Andanatos s’était saisi d’un des bols, et lui soutenant la tête avait fait précautionneusement avaler une gorgée odorante au vieil homme qui, péniblement, avait pu reprendre :
–Tu connais Reburrus, le mari de ma fille. Comment veux-tu que j’aie confiance en lui ? Il s’est révélé aussi veule que cupide. J’ai largement donné sa part à Toutia, mais il n’a cessé depuis leur mariage de me demander plus d’argent que nous n’en avions convenu devant toi. Quand je ne serai plus là, il cherchera à tout prendre, et vendra la ferme pour financer tous ses fumeux projets ! Je t’implore, Druide, de faire strictement respecter le contrat que nous avons passé, rien de plus, je ne lui dois plus rien !
S’agitant au fil de sa tirade, Senobenos avait essayé de se redresser, avant de se laisser retomber, la respiration coupée par un v*****t accès de toux. D’un geste apaisant, Andanatos l’avait incité à rester calme.
Après un instant, il pousuivit :
–Il ne me reste plus de fils, je veux que mes biens reviennent à mon épouse Melissa. Elle pourra retrouver un mari, elle est assez jeune pour que Canouion voie grandir une nouvelle souche. Et puis, je ne veux pas pour moi d’une cérémonie trop coûteuse, je refuse que l’on vende une terre pour ça !
Une ombre de sourire était passée sur le visage perlé de sueur.
–Mes mérites guerriers n’ont pas été si considérables, crois-moi, les dieux le savent bien. Et c’était il y a si longtemps, tout a tellement changé.
Le souffle court, il s’était tu, avait agrippé un instant la manche du druide en le fixant, la mâchoire serrée, puis avait laissé retomber son bras et fermé les yeux, de nouveau secoué par la toux.
Andanatos avait attendu qu’il se reprenne pour placer doucement sa main sur la poitrine haletante.
–Les choses seront faites justement et selon ton souhait, Senobenos, je te le promets par Belenos le puissant. Melissa sera protégée et nul ne pourra lui porter préjudice. Le druide te le dit ! Repose-toi, et essaie encore de boire ces potions, elles te feront du bien.

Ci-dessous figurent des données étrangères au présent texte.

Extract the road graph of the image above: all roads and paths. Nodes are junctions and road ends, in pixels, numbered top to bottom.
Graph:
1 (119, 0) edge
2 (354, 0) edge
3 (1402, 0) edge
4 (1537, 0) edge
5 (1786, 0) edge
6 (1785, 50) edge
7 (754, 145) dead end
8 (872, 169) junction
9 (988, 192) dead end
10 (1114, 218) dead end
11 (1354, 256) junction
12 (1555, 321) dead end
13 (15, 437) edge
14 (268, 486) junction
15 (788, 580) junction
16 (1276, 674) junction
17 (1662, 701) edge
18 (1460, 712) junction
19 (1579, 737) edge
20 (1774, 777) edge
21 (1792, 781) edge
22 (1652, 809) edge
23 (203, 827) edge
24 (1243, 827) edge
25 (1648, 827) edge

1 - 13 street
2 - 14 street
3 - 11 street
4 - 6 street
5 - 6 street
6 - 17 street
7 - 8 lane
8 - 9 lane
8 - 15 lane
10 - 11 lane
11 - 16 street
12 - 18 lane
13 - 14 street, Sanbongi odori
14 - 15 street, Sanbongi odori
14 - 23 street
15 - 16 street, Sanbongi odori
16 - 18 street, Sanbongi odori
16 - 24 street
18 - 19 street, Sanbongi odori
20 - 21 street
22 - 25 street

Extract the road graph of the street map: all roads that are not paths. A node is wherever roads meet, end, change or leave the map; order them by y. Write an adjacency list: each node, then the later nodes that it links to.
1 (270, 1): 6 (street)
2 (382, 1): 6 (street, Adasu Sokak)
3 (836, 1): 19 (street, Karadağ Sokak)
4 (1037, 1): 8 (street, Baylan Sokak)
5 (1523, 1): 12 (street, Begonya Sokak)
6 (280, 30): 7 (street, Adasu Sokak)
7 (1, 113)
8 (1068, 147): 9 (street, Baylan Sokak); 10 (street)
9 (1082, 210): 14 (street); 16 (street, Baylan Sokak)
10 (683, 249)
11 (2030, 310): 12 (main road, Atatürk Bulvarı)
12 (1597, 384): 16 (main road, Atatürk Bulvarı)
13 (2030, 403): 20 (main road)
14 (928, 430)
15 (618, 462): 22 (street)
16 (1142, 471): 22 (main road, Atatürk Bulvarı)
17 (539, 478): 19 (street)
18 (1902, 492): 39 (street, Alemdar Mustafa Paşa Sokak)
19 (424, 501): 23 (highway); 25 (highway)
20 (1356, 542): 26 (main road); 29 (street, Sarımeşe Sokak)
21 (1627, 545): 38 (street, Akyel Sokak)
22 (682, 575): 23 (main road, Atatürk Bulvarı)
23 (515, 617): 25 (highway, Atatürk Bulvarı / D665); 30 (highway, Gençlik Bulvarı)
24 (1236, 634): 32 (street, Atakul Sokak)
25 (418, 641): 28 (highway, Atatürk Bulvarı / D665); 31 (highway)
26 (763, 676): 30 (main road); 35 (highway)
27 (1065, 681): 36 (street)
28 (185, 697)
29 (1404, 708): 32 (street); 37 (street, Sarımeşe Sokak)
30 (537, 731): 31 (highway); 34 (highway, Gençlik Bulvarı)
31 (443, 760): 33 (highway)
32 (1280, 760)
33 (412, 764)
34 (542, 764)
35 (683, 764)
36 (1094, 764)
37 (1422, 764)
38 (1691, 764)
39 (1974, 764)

Senobenos l’avait fixé intensément, puis s’était détendu sur le lit, l’air apaisé.
–Merci, Druide, merci ! Que tous t’honorent et que les dieux te protègent toi aussi.
Il se tut long un moment, puis soupira :
–C’est bien, laisse-moi. Il est temps maintenant.
Puis il ferma les yeux.
Andanatos l’avait quitté doucement, avec le sentiment confus que Senobenos, le dernier au pays de sa génération, emportait avec lui tout un monde, où seuls les mérites d’un homme au combat déterminaient sa place parmi les siens. Senobenos avait guerroyé jusqu’à ne plus pouvoir tenir à cheval, ramenant objets, or et esclaves, dilapidant ses richesses et repartant quand elles s’épuisaient. Il n’en restait pas grand-chose, hormis les murs de la propriété et les terres, auxquels il avait paru si peu attaché toute sa vie. Une époque toute proche pourtant, mais que les jours présents repoussaient à grande allure dans le passé. La paix et le commerce enrichissaient aujourd’hui plus les hommes que le butin et l’or des mercenaires. Cette paix bénéfique pourrait-elle se maintenir ? Les temps à venir s’annonçaient imprévisibles, aux druides tout comme aux devins s’il en existait encore.
Il eut une pensée émue pour le guerrier qui ne connaîtrait pas ces temps-là, et considéra la lune presque pleine qui venait d’un coup de se dévoiler au ras des haies. Il lui sourit, et clama à voix haute :
–Voyage en paix, Senobenos, la lune t’accompagne. La vie rejaillira à Canouion !
Surpris, Aramos se tourna vers lui, et ne put éviter une ornière, secouant brutalement charrette et passagers.
–Ouch ! Maître, désolé ! Mais nous y sommes presque !
De fait se dressait devant eux le haut portail de Cauanoialon sous lequel ils s’engagèrent.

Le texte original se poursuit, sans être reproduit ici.